# Levator ani syndrome



## Guest (May 10, 2000)

Hello..I am very new to this BB. I have just read Dr. Salt's book and in it he mentions this Levator ani syndrome.. It sounds exactly like what I have. Been diagnosed with IBS. Do any of you have this syndrome or know anything about it? Thanks for any help.


----------



## Guest (May 11, 2000)

Wits_end,I saw a colorectal surgeon today concerning possible fissures and hemmorhoids. He didn't find anything significant, but thinks due to off & on pain and difficult bowel movements I probably have levator muscle spasms. I trust this guy because he did his residency at the Mayo Clinic. Anyway, he prescribed nitroglycerin ointment to "relax" and/or control pain in the levator muscle. He said in time (4-6 weeks), this treatment may cause the levator muscle to become less spastic.Karl[This message has been edited by Karl (edited 05-10-2000).]


----------



## Guest (May 11, 2000)

Thanks Karl--I am going to mention that to my GI doctor when I see him in a few weeks. Please let me know if the ointment works. Thanks again!!


----------



## JillAnn (Jan 19, 1999)

Hello!!! I'm surprized that someone besides me actually mentioned this!!!!

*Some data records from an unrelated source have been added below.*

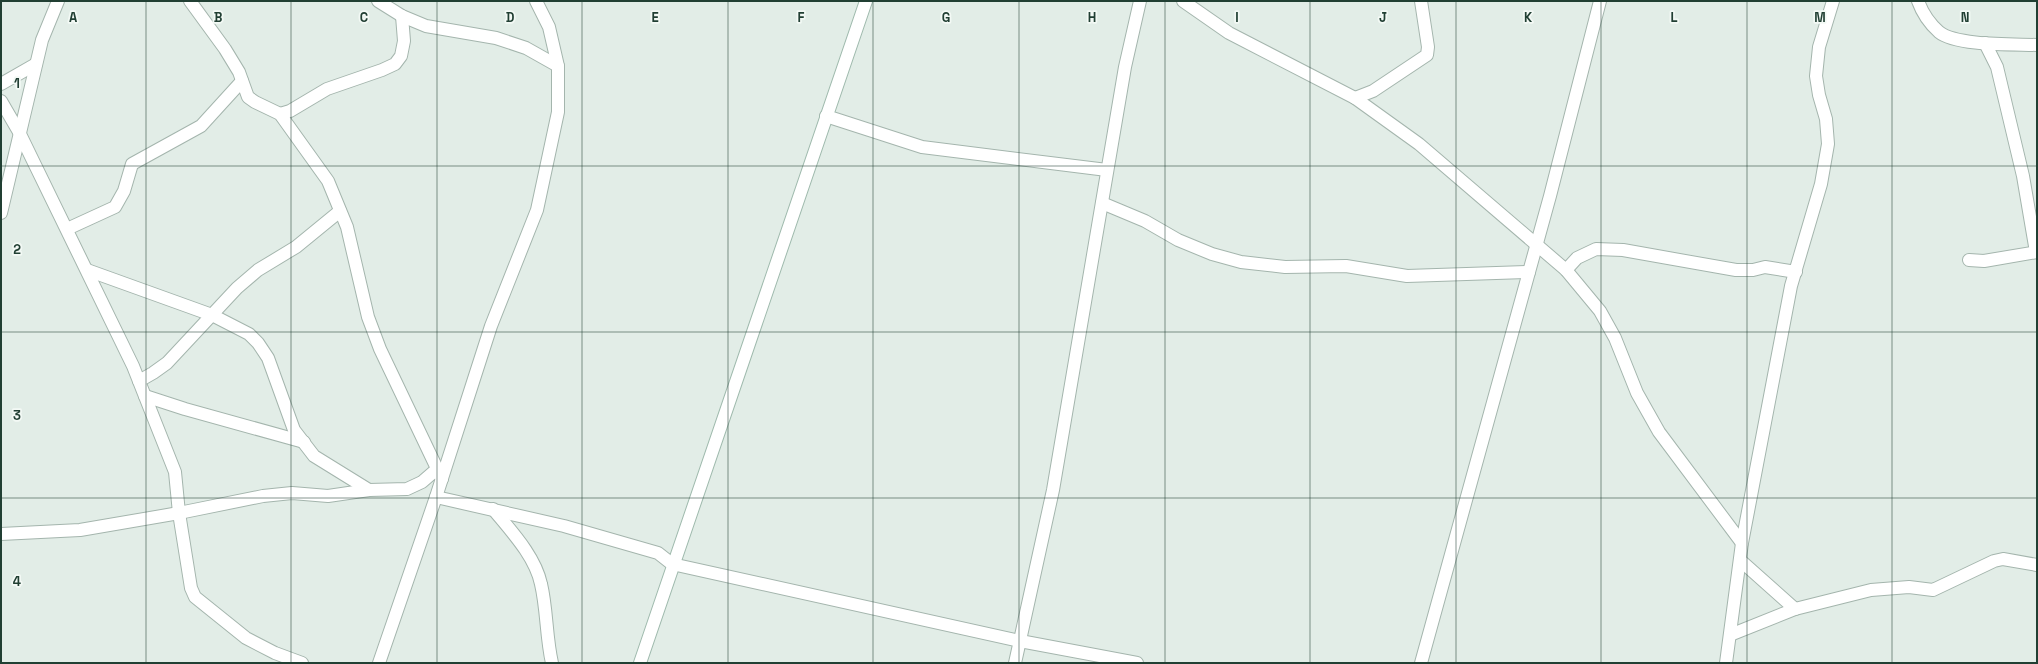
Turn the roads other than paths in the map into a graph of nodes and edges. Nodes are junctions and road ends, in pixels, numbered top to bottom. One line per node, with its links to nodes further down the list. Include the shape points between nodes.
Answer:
1 (58, 1): 15 (street, via 42,40)
2 (190, 1): 17 (street, via 225,49)
3 (378, 1): 12 (street)
4 (536, 1): 16 (street, via 549,27)
5 (866, 1): 22 (street)
6 (1140, 1): 24 (street, via 1125,67)
7 (1182, 1): 19 (street, via 1229,33)
8 (1420, 1): 19 (street, via 1428,47 1427,55 1374,91)
9 (1600, 1): 29 (street)
10 (1833, 1): 35 (street, via 1820,47 1816,76 1826,119 1828,144 1821,184)
11 (1918, 1): 13 (street, via 1930,23 1940,33 1968,42)
12 (402, 16): 16 (street, via 426,26 496,38 526,48); 21 (street, via 404,41 401,56 395,64 327,89 290,111)
13 (1985, 44): 14 (street); 30 (street, via 1997,68 2023,176)
14 (2037, 45)
15 (36, 64): 18 (street); 23 (street)
16 (558, 66): 40 (street, via 558,112 537,210 491,326)
17 (242, 81): 21 (street, via 248,97); 28 (street, via 201,126 132,164 124,191 115,206)
18 (1, 84)
19 (1355, 98): 29 (street, via 1419,144)
20 (1, 101): 23 (street)
21 (280, 114): 26 (street, via 328,180)
22 (826, 116): 24 (street, via 922,147); 48 (street)
23 (19, 132): 27 (street); 28 (street)
24 (1107, 170): 25 (street)
25 (1102, 203): 34 (street, via 1145,221 1178,240 1212,254 1241,262 1285,267 1346,266 1407,276); 52 (street, via 1054,482)
26 (340, 211): 36 (street, via 296,247 258,270); 40 (street, via 368,317)
27 (1, 213)
28 (67, 229): 32 (street)
29 (1536, 246): 33 (street); 34 (street)
30 (2037, 252): 31 (street, via 1984,261)
31 (1969, 260)
32 (88, 270): 36 (street); 37 (street)
33 (1566, 270): 35 (street, via 1577,258 1596,249 1623,250 1736,270 1765,267); 46 (street, via 1600,311 1615,338 1637,393 1659,432)
34 (1529, 272): 59 (street)
35 (1796, 272): 46 (street)
36 (212, 315): 37 (street, via 166,363 153,374); 39 (street, via 249,334 258,343 268,358 294,430)
37 (139, 380): 38 (street)
38 (145, 396): 39 (street); 44 (street, via 175,472)
39 (304, 442): 41 (street, via 314,456)
40 (439, 474): 41 (street, via 407,489); 42 (street)
41 (369, 490): 44 (street, via 328,496 292,493 263,496)
42 (436, 497): 43 (street); 54 (street)
43 (493, 509): 48 (street, via 658,553); 55 (street, via 517,539 535,568 541,584)
44 (179, 513): 45 (street, via 80,530); 53 (street, via 191,588 196,596 246,638)
45 (1, 534)
46 (1742, 543): 47 (street)
47 (1740, 560): 50 (street); 51 (street)
48 (672, 564): 52 (street); 56 (street)
49 (2037, 565): 50 (street, via 2003,559 1933,590 1909,587 1871,590)
50 (1796, 609): 51 (street)
51 (1730, 635): 60 (street)
52 (1020, 641): 57 (street); 58 (street)
53 (302, 663)
54 (379, 663)
55 (552, 663)
56 (640, 663)
57 (1015, 663)
58 (1137, 663)
59 (1421, 663)
60 (1726, 663)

I have IBS, have had for almost four years (I think) and the muscle spasm in my rectum has ALWAYS been my biggest complaint. I feel that there is a spasming or tight sensaiton in the right side of my rectum... sorry to be so graphic... and I have asked my GI about this. She says that yes, it is a weakness in the pelvic floor muscles and really there isn't much in the way of DIRECT treatment that she can do. I have recently (since a bad flareup in February) been taking Celexa and Buspar and so far... after taking them for seven weeks before I got any real relief, I"m doing great!!! I never took an anit-Depressant before (well, OK I took a TINY dose of Elavil for a while at night)... but it seems to really be helping because I believe that my belly/butt trouble is related DIRECTLY to anxiety and depression. I also take Levsin once in a while when it really acts up. I guess the Celexa lessens my perception of the "sensation" in my bottom and that is great with me!!!Good luck!!! What medication have you taken?Jill


----------



## Guest (May 12, 2000)

JillAnn--thanks so much for replying. I was beginning to think I was crazy. This is graphic too but do you every get the pain in the vaginal area too? I get it in both and yes also the right side of rectum. Sometimes it's very uncomfortable to sit and if I stand for a long time it hurts and even into my lower back! I was given librax last week. Taken once a day so far. I have to say that it is helping somewhat. I take it at bedtime and it seems to help through most of the next day. What is celexa and buspar?Again, thanks for responding it helps!Cindy(wits_end)


----------



## JillAnn (Jan 19, 1999)

Cindy,Hi!! Wow, I don't think I've found somebody around here that has the same symptoms as me... I've thought for so long that maybe I was just crazy, but that seems to be a common thread around here!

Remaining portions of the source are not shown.